Karl Marx wrote a questionnaire for a “workers’ inquiry” in France 1880. The preamble argued that the workers “alone can describe with full knowledge the misfortunes from which they suffer... only they, and not saviours sent by providence, can energetically apply the healing remedies for the social ills to which they are prey”. “Socialists of all schools... being wishful for social reform, must wish for an exact and positive knowledge of the conditions in which the working class — the class to whom the future belongs — works and moves... Statements of labour’s grievances are the first act which socialist democracy must perform in order to prepare the way for social regeneration”.

Limited inquiries done by socialist activists, Marx explained, could feed agitation to force the French government into official “far-reaching investigation into facts and crimes of capitalist exploitation” such as had been done by Factory Inspectors in England, on whose work Marx drew heavily in Capital.

By the “worker’s diary” column in this newspaper, modelled on a “diary of a steelworker” carried by the US socialist paper The Militant in the 1940s, we try to help workers to see their work conditions as “news”, as products of mutable social relations, and to know about and understand the conditions of workers in industries different from their own.

Another strand of “workers’ inquiry” is regular workplace bulletins, such as the Tubeworker bulletin which Workers’ Liberty Tube workers produce on the London Underground.
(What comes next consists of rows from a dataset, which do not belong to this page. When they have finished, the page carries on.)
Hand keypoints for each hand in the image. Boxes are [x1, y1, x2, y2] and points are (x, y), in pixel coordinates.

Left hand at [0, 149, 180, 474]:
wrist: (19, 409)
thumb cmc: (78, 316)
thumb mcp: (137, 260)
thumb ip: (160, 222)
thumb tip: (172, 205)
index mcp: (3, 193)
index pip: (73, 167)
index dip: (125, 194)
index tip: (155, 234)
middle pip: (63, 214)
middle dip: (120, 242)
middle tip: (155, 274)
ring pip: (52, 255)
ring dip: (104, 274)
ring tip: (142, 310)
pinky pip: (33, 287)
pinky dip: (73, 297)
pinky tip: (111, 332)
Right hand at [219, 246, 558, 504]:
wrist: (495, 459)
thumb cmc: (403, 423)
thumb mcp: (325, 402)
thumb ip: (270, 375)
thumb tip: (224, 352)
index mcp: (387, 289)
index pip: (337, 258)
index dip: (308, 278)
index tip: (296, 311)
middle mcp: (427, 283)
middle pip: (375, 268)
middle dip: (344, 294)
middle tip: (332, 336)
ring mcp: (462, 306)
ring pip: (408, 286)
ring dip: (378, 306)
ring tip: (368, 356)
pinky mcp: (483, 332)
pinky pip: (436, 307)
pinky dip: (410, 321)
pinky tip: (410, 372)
Such bulletins make “news” out of workers’ weekly-acquired knowledge of the misdeeds and inefficiencies of their bosses, often individually petty but cumulatively heavy. By making that knowledge “news”, the bulletins can share it across different groups of workers, each immediately aware only of their own apparent “bad luck”. They can make it, over time, common knowledge embedded in trade-union and socialist organisation, thus something which be changed as and when workers can change the balance of class power.
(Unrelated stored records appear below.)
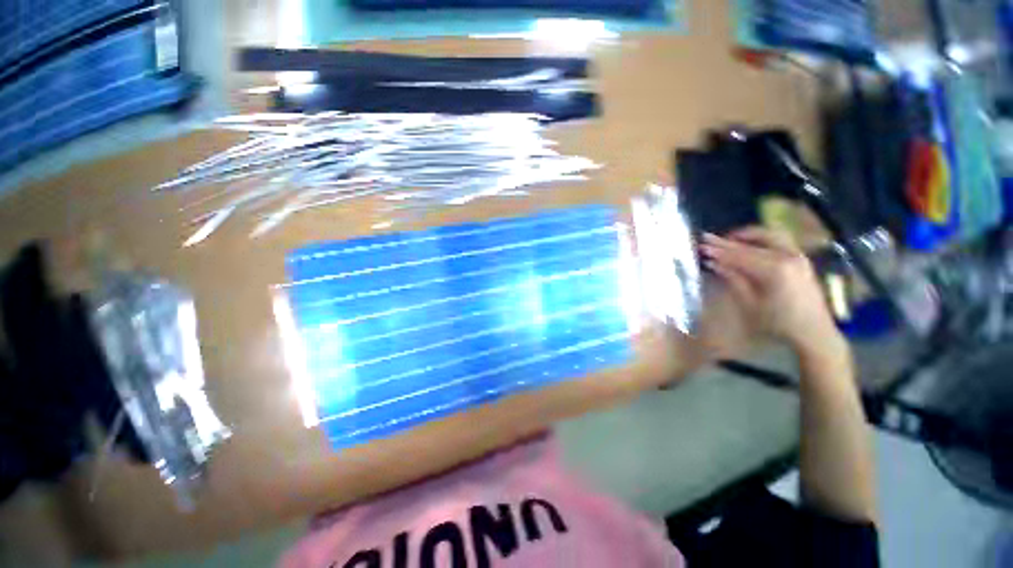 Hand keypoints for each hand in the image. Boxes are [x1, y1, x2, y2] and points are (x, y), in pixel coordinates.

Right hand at [700, 227, 843, 359]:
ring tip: (727, 239)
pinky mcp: (801, 258)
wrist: (814, 332)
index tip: (700, 245)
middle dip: (728, 241)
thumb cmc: (778, 323)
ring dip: (746, 235)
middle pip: (752, 243)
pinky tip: (749, 243)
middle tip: (707, 238)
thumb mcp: (750, 304)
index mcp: (774, 270)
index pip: (739, 255)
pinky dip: (761, 239)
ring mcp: (797, 255)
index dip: (718, 250)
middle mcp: (788, 256)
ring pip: (768, 235)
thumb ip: (733, 279)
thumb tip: (713, 263)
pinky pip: (779, 240)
The French socialist group Lutte Ouvrière, from whom we have learned a lot about the methods and norms of workplace bulletins, explain that it is vital that bulletins are written from meetings (not just by individual authors), and it is wrong to seek to tag a proposal for action to every bit of such “news”. To claim that “knowledge is power” is not quite accurate. Well-circulated knowledge woven into organisation is the foundation of working-class power. The organising creates the channels of communication to make workers’ individual “bad luck” into collective “news”, and to draw information from the think-tanks and the official reports; bulletins and other channels of communication become, in Lenin’s term, “collective organisers”.

Conditions in flux

There is a strand of socialist politics which, though it has produced some valuable material, tends to make something of a cult of “workers’ inquiry”. Individual accounts of experiences (sometimes quite short) in this or that job are glorified as “workers’ inquiries”, somewhat in a “peering-from-outside”, “wow! see! there’s a worker inquiring!” way, and with little connection to organising.

Yet with government pay-outs, jobs, and work conditions all in flux as the pandemic rolls on and lockdown eases (maybe temporarily? who knows?), inquiring, investigating, generating knowledge, making it collective, will be vital in renewing and rebuilding workers’ organisation.